After two weeks, I began to wonder. We set the thermostat at fifteen degrees during the week, but the sanctuary is colder than that. At home, by the middle of December, the buds had all bloomed. At the church, they had barely started to swell by that time. A week later, there were two flowers and a couple green shoots. I was not sure the space was warm enough for the forcing to work.

But spring isn't much warmer than that, and outside, nights get cold. With fingers crossed, I kept the branches there. At home, we got to enjoy the sun-bright colour for a few days. Then, the blossoms started to fade and had to be thrown out before family came. At church we waited.

Waiting was the point. Joy doesn't come in an instant. Sometimes enjoyment anticipated does not arrive when we expect good to come. Dark times can endure long past what we thought we could handle. Winter can seem to last forever. We know that calendar will shift to March and April, but we have had springs when the snow and cold, the grey dismal days seem unending. Daffodil bulbs are somewhere underground, but some years, the flowers take forever to appear.
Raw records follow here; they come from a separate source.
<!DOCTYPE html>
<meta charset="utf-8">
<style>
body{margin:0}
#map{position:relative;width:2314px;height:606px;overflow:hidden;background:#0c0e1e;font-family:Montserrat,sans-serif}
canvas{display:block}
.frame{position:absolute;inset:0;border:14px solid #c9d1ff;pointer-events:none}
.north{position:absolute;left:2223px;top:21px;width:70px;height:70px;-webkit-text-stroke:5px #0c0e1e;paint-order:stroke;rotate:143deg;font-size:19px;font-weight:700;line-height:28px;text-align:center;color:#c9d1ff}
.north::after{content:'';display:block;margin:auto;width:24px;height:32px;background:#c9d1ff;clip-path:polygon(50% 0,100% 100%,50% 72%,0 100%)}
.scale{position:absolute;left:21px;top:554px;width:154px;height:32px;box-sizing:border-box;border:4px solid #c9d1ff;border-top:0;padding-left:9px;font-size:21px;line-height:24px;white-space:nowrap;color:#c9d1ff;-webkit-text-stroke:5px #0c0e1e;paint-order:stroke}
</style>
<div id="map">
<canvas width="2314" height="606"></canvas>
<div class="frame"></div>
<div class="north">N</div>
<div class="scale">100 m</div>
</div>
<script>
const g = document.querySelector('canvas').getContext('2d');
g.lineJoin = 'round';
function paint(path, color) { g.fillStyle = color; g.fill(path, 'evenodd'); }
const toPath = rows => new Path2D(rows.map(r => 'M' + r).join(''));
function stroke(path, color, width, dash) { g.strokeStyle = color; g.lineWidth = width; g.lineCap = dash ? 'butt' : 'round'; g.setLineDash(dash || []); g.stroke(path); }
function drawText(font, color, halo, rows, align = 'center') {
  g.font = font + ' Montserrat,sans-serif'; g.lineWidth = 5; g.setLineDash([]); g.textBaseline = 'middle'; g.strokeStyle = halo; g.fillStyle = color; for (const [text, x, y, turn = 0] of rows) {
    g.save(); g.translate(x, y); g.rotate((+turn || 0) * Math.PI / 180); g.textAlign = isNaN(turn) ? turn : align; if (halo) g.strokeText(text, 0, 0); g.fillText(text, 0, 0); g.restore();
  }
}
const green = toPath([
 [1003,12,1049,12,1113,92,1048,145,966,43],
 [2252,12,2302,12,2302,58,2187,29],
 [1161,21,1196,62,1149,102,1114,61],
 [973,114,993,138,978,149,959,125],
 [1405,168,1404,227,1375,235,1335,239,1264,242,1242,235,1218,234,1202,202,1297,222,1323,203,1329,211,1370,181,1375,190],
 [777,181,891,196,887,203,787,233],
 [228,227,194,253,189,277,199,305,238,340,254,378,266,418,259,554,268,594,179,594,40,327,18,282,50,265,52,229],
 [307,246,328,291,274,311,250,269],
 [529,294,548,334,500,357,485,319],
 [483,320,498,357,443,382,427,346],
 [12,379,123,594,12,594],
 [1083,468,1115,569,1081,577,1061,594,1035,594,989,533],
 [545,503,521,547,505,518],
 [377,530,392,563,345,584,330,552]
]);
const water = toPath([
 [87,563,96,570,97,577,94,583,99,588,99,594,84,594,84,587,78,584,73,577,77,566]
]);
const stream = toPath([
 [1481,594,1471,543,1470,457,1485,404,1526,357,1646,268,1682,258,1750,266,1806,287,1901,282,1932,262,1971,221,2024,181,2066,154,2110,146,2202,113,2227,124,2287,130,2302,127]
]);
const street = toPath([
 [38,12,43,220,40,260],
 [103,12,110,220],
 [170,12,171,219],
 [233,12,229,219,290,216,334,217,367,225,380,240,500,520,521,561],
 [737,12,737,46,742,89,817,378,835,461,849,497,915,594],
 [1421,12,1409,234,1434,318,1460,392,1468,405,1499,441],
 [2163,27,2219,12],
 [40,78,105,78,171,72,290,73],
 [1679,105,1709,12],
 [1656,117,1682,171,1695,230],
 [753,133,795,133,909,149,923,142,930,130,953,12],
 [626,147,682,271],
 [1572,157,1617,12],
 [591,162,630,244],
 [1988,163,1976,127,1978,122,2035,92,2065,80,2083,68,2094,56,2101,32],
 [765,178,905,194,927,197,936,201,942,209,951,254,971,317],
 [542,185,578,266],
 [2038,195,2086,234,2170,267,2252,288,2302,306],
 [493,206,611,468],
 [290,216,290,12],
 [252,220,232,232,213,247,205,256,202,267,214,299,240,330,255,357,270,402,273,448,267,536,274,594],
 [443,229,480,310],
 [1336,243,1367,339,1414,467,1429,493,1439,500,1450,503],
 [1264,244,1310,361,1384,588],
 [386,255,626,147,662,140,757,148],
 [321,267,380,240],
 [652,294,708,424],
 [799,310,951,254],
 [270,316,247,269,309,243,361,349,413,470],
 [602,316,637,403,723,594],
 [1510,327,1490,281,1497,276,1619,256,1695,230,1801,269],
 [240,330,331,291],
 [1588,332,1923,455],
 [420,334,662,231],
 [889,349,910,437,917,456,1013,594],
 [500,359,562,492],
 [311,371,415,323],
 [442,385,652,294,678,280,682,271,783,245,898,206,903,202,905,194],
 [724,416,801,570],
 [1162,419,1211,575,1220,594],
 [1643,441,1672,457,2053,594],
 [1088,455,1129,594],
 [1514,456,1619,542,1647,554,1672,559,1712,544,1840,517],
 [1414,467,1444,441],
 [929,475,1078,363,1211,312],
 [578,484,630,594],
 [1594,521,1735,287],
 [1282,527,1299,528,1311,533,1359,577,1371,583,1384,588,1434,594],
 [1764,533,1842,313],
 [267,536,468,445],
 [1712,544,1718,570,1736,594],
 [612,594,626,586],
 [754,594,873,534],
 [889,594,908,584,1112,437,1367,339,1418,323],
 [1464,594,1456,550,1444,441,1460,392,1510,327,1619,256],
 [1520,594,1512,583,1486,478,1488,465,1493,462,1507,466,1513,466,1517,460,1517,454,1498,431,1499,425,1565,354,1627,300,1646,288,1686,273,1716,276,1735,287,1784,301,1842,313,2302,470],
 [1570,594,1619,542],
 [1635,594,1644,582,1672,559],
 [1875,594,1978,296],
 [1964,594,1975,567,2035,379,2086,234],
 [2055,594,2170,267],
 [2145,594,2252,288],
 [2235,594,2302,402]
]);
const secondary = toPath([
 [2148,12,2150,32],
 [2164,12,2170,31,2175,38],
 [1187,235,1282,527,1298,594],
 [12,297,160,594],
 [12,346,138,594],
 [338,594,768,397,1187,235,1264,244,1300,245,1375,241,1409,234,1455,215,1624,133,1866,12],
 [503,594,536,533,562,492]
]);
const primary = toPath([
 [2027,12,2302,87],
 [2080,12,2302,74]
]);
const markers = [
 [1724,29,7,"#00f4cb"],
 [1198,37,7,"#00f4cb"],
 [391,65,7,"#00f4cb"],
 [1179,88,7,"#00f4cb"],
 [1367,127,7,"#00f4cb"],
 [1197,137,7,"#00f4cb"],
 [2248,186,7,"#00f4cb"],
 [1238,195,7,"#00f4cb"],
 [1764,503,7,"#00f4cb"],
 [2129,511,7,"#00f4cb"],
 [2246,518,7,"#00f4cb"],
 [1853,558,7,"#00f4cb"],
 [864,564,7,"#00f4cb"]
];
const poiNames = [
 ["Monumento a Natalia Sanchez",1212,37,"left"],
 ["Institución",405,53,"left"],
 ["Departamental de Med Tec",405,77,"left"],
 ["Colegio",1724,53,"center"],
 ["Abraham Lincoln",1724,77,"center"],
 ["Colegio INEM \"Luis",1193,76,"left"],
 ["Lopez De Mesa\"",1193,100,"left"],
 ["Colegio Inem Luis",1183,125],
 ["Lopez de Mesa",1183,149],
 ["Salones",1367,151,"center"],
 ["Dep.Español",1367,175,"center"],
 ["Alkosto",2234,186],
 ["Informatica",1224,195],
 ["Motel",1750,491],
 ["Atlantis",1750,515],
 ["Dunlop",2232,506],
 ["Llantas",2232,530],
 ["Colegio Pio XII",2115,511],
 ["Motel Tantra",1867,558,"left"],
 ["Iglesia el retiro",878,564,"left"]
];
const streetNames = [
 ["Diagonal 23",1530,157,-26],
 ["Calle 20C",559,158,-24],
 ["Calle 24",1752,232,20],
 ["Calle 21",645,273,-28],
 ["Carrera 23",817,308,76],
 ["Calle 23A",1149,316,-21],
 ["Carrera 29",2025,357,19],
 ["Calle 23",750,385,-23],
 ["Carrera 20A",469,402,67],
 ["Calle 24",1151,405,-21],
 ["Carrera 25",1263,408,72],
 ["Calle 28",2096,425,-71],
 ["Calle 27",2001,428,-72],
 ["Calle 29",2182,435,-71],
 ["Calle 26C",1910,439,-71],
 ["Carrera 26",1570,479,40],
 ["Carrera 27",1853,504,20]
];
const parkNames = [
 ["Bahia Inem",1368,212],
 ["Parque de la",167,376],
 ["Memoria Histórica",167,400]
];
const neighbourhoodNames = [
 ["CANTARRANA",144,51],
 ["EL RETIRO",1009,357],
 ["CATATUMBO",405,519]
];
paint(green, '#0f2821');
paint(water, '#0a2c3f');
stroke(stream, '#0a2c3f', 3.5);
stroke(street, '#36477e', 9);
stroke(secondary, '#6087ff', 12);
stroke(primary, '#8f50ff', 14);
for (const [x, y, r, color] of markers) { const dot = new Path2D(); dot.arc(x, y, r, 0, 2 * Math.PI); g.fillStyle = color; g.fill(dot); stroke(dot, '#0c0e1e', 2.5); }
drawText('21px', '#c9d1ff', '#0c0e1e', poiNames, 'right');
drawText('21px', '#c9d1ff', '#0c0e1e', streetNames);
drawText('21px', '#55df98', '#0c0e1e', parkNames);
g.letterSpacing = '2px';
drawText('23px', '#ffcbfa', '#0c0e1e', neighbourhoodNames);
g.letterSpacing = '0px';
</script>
The surprise of brilliant yellow blossoms in December is a reminder that joy, happiness, relief, can take us by surprise. Release from pain may seem to take forever to arrive, but then, somehow, our tight closed heart opens. The heaviness that weighs us down is lifted. There is a crack that lets the light in, that opens us to good.

Having branches bloom for Christmas is a reference to the ancient Hebraic prophet Isaiah who said that a new shoot would grow from the stump of Jesse. Isaiah saw that the kingdom was not doing well with the threat of invasion. They remembered the time when Jesse's son David had led their land into a golden age. Though the golden age was gone, Isaiah assured his people that something new would grow from a stump that had been cut off and seemed dead.

Having flowers for Christmas also reminds me of a medieval song: "Lo how a rose e'er blooming from tender stem hath sprung, of Jesse's lineage coming, as seers of old have song. It came a blossom bright, amid the cold of winter when half spent was the night."

Watching bare branches turn to brilliant yellow is a reminder that life is strong. Good can come. No matter how dark the days, brightness can return. It may be slow in coming. The waiting may be hard to endure. And some end up in the dark of winter for a long, long time. But given care and warmth, given hope and patience, joy returns as sure as spring.

Cathy Hird lives on the shore of Georgian Bay, where ice is just starting to build on the rocks.